Using the records provided below, locate and copy each line that contains the word "above".
[Opening RECORDS TO USE section]
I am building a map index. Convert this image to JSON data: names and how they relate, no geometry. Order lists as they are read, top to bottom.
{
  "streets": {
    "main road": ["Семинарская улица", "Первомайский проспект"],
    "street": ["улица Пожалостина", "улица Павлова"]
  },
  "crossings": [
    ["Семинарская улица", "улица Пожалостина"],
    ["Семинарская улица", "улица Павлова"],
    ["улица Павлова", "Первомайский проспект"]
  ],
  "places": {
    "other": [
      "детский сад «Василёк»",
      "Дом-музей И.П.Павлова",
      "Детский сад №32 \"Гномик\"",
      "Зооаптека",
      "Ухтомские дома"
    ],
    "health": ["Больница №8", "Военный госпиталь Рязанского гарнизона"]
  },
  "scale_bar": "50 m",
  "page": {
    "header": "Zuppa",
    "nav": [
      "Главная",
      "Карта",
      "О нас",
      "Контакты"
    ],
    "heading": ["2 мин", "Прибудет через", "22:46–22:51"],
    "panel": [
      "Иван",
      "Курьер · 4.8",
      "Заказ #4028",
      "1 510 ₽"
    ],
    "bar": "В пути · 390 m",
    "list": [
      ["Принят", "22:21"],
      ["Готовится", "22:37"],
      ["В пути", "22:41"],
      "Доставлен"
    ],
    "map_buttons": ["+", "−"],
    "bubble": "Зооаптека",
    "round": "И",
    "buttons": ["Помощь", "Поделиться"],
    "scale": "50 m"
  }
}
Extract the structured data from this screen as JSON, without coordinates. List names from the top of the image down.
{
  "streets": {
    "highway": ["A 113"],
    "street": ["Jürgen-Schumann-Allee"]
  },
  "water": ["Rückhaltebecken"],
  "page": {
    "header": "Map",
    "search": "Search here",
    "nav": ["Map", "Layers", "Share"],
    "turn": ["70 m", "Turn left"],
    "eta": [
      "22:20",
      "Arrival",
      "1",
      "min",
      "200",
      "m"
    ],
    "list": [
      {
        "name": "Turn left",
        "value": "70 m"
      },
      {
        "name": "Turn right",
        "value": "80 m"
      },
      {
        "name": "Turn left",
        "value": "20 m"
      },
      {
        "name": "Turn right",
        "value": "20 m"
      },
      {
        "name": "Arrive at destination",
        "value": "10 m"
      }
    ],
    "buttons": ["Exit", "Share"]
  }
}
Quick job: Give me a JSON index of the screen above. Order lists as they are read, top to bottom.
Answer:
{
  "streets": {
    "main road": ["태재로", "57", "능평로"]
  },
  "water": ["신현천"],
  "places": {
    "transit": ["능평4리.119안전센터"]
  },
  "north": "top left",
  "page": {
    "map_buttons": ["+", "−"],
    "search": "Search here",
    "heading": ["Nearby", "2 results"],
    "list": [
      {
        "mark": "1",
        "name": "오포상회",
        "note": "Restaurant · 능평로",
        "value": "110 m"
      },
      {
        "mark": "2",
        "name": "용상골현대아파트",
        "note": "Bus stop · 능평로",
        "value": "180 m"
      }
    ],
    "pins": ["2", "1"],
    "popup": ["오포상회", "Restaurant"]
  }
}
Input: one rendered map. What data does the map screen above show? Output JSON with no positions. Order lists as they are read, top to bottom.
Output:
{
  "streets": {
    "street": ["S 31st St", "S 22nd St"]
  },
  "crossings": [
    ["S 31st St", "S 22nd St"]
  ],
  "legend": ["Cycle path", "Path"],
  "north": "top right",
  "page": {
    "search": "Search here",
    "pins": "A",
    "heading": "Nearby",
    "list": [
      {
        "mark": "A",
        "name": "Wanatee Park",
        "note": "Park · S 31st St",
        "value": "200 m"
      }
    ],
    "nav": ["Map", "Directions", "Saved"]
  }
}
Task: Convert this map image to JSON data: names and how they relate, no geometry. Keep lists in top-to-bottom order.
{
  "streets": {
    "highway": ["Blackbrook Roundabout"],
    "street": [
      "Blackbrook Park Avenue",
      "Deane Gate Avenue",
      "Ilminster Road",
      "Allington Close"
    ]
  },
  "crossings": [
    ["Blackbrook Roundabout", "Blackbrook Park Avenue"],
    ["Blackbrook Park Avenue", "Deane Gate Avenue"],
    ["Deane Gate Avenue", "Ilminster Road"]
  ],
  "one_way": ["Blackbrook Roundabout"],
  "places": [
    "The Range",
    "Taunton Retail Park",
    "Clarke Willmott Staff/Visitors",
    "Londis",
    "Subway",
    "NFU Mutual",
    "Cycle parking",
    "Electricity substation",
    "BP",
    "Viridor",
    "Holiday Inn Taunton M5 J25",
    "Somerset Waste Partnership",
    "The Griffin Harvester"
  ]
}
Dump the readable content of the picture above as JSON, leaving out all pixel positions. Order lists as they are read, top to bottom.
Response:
[Closing RECORDS TO USE section]
→ **SOLUTION TO THIS TASK**
Quick job: Give me a JSON index of the screen above. Order lists as they are read, top to bottom.
Input: one rendered map. What data does the map screen above show? Output JSON with no positions. Order lists as they are read, top to bottom.
Dump the readable content of the picture above as JSON, leaving out all pixel positions. Order lists as they are read, top to bottom.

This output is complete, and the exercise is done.